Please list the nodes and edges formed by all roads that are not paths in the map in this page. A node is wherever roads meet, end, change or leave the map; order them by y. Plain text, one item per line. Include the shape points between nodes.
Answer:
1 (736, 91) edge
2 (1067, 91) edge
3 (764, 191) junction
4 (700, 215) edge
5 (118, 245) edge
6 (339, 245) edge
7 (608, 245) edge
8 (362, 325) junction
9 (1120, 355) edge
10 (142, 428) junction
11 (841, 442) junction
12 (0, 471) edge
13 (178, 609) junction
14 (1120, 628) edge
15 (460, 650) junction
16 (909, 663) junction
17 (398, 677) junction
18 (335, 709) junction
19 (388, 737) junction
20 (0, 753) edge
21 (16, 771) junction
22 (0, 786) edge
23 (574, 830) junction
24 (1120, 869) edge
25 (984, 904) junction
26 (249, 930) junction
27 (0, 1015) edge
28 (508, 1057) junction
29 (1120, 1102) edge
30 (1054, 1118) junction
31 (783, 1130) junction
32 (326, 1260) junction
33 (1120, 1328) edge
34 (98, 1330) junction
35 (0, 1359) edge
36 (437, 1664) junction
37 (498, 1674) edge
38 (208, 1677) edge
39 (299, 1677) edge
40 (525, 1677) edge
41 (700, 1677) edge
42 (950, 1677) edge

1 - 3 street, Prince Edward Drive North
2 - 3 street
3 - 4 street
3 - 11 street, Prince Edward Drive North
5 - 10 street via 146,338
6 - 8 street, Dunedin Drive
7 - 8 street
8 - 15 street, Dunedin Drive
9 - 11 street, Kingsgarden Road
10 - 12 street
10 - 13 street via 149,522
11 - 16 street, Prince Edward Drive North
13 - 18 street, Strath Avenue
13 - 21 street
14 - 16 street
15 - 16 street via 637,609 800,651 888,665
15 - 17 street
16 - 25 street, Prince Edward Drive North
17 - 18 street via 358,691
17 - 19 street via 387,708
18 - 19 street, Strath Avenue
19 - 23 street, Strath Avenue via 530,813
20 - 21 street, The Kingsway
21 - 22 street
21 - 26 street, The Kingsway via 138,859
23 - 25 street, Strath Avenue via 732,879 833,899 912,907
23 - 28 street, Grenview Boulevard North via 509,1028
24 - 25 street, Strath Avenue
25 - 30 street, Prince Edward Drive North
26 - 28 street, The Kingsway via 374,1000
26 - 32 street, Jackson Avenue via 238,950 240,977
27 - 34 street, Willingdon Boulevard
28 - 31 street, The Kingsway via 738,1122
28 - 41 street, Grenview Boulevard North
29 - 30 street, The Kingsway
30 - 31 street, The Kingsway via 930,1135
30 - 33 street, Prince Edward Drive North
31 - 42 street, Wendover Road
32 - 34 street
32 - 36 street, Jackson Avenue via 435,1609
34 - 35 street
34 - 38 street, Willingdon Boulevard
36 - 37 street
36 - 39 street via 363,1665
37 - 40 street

......

What the task asks ▸ For the word "Avenue", count the lines of the data that contain it and report only the total.

Response below ▸ 7